### Stored data

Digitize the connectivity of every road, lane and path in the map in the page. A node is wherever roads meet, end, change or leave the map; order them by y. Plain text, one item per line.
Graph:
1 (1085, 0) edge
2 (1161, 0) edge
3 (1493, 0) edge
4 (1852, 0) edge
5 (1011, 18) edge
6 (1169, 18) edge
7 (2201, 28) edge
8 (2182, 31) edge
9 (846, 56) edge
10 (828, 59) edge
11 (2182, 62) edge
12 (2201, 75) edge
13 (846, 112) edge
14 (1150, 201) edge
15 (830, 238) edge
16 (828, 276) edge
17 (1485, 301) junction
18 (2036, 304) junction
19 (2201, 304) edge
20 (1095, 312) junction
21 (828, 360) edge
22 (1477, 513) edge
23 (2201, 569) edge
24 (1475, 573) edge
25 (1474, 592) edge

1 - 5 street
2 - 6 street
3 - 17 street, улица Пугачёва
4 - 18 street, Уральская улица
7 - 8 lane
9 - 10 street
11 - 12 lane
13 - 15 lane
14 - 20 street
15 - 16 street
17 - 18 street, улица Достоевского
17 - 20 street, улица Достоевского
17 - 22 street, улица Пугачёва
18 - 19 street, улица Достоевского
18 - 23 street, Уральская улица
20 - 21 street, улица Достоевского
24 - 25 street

---

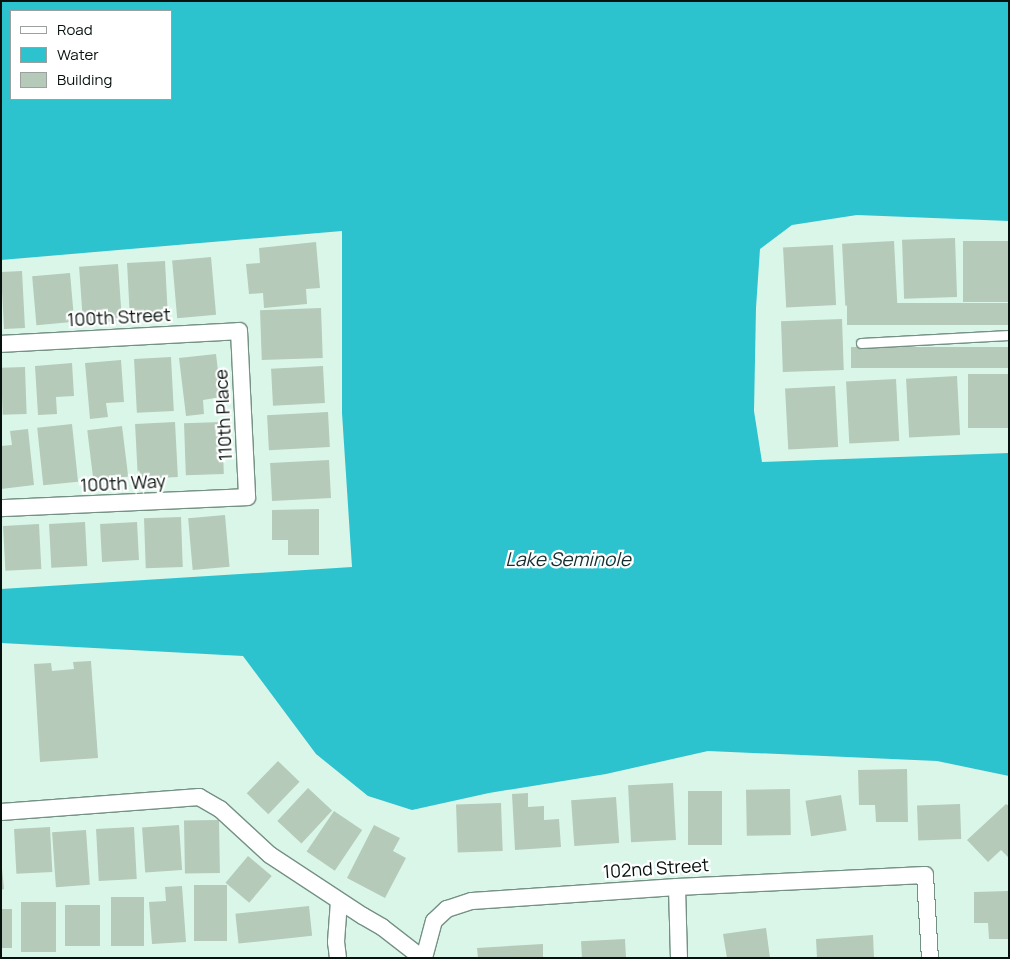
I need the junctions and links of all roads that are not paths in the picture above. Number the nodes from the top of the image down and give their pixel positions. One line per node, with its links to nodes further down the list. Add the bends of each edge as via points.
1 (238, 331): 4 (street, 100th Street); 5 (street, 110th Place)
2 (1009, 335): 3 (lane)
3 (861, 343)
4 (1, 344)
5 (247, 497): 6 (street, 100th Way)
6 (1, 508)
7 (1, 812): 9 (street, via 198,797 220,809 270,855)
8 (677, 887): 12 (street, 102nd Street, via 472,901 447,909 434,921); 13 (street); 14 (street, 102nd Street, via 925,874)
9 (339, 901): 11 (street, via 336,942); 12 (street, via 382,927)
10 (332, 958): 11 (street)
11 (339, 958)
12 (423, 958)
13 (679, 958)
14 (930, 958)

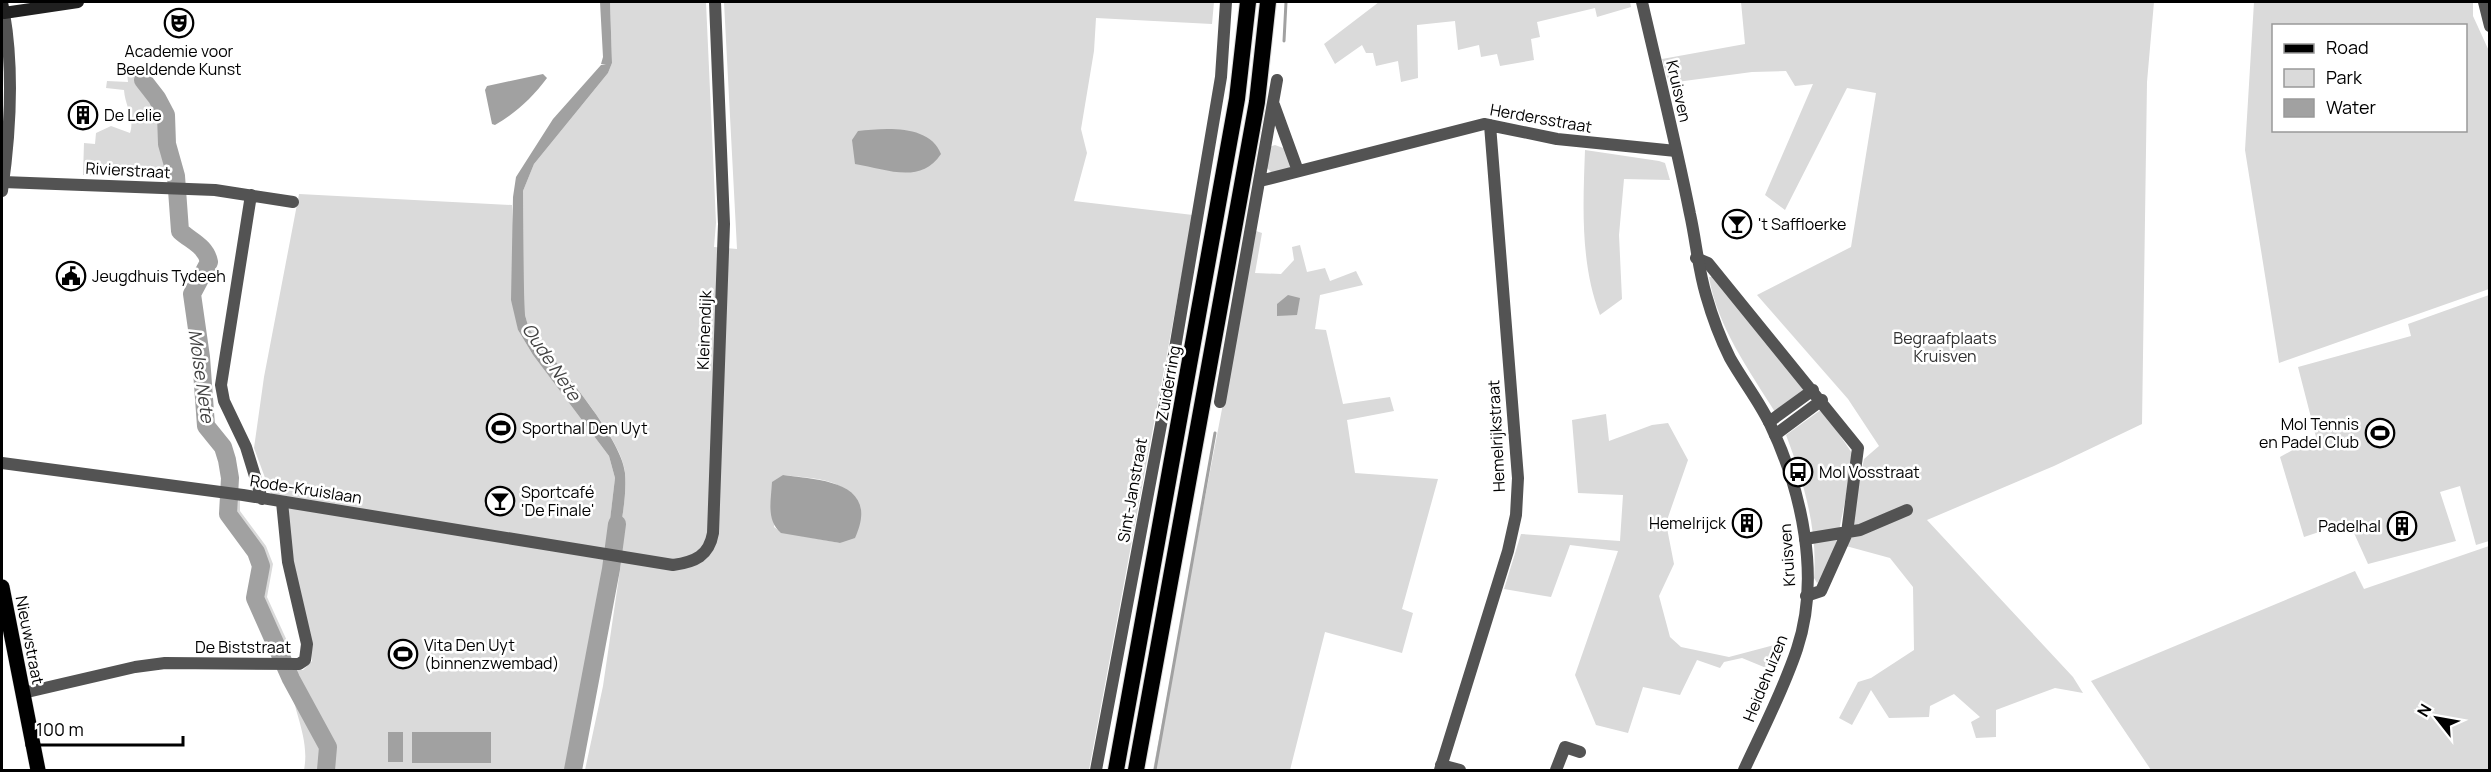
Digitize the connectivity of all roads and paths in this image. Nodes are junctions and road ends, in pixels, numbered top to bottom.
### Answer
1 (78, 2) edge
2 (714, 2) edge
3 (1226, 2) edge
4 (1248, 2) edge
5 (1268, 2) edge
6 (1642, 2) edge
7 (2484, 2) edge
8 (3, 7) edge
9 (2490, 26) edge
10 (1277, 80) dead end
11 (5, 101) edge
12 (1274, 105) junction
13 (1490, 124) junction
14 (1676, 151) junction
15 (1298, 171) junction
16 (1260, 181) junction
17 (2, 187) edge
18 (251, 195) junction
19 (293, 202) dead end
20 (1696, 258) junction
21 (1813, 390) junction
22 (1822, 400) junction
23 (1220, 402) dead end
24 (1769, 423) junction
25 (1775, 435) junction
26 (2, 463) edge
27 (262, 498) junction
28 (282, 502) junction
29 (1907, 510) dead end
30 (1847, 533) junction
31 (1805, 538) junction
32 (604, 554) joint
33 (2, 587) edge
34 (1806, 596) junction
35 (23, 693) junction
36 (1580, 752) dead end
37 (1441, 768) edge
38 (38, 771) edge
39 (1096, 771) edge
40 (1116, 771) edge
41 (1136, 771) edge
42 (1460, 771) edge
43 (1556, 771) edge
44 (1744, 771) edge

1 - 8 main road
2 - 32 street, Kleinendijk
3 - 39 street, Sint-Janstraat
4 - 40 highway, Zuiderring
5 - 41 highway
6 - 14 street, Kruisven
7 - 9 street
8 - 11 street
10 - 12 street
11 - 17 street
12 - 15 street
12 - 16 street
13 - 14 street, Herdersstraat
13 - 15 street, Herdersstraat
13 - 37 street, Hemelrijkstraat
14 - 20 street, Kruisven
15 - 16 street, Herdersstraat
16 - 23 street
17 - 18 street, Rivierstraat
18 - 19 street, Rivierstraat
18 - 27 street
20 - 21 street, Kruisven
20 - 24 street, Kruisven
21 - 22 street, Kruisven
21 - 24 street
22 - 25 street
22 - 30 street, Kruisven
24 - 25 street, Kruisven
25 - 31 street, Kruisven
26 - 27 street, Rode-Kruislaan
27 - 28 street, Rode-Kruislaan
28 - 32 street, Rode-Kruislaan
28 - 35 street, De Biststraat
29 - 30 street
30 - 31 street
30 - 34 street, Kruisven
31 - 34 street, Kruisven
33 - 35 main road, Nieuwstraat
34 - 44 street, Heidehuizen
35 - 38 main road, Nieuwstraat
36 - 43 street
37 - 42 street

...

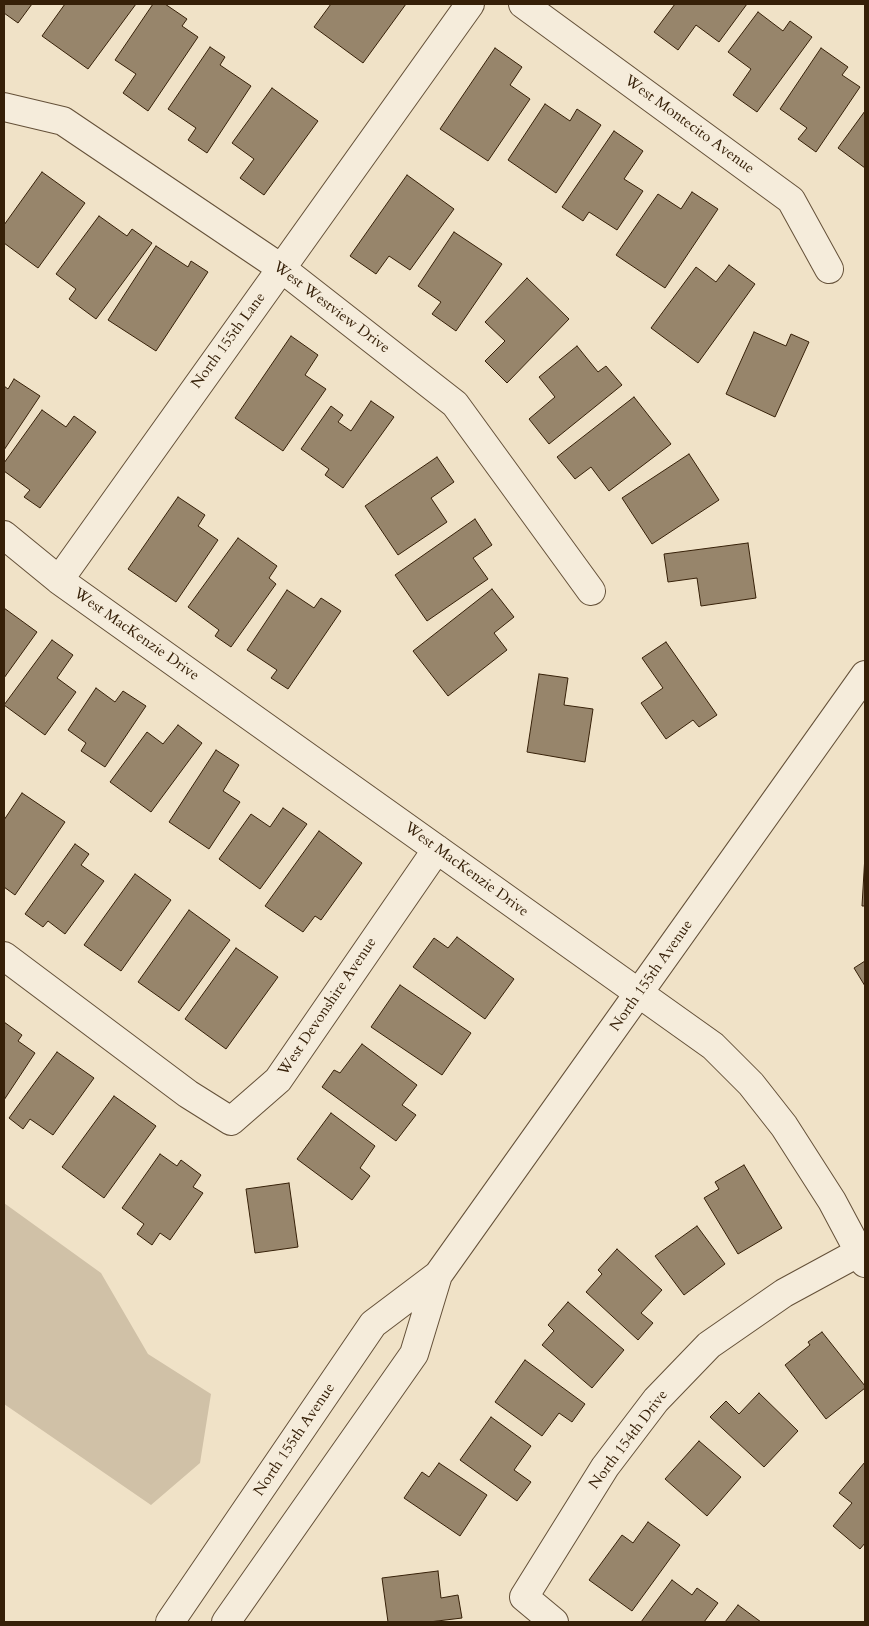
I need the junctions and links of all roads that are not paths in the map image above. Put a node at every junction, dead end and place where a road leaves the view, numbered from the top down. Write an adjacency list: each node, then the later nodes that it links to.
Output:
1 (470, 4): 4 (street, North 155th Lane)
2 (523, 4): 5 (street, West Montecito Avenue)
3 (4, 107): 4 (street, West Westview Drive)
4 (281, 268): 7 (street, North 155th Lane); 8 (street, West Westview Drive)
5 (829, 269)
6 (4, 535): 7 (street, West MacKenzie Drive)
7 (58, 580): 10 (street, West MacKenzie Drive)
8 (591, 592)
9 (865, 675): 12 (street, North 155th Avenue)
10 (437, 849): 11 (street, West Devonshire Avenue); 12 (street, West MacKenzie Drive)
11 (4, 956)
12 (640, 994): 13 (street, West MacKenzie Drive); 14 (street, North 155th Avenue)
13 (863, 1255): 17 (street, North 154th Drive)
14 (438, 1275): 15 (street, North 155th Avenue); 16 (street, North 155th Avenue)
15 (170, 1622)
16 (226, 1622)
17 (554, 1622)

### YOUR GOAL
Count each line above where the word "numbered" appears, and answer with nothing except that count.

### RESPONSE TO THE TASK
2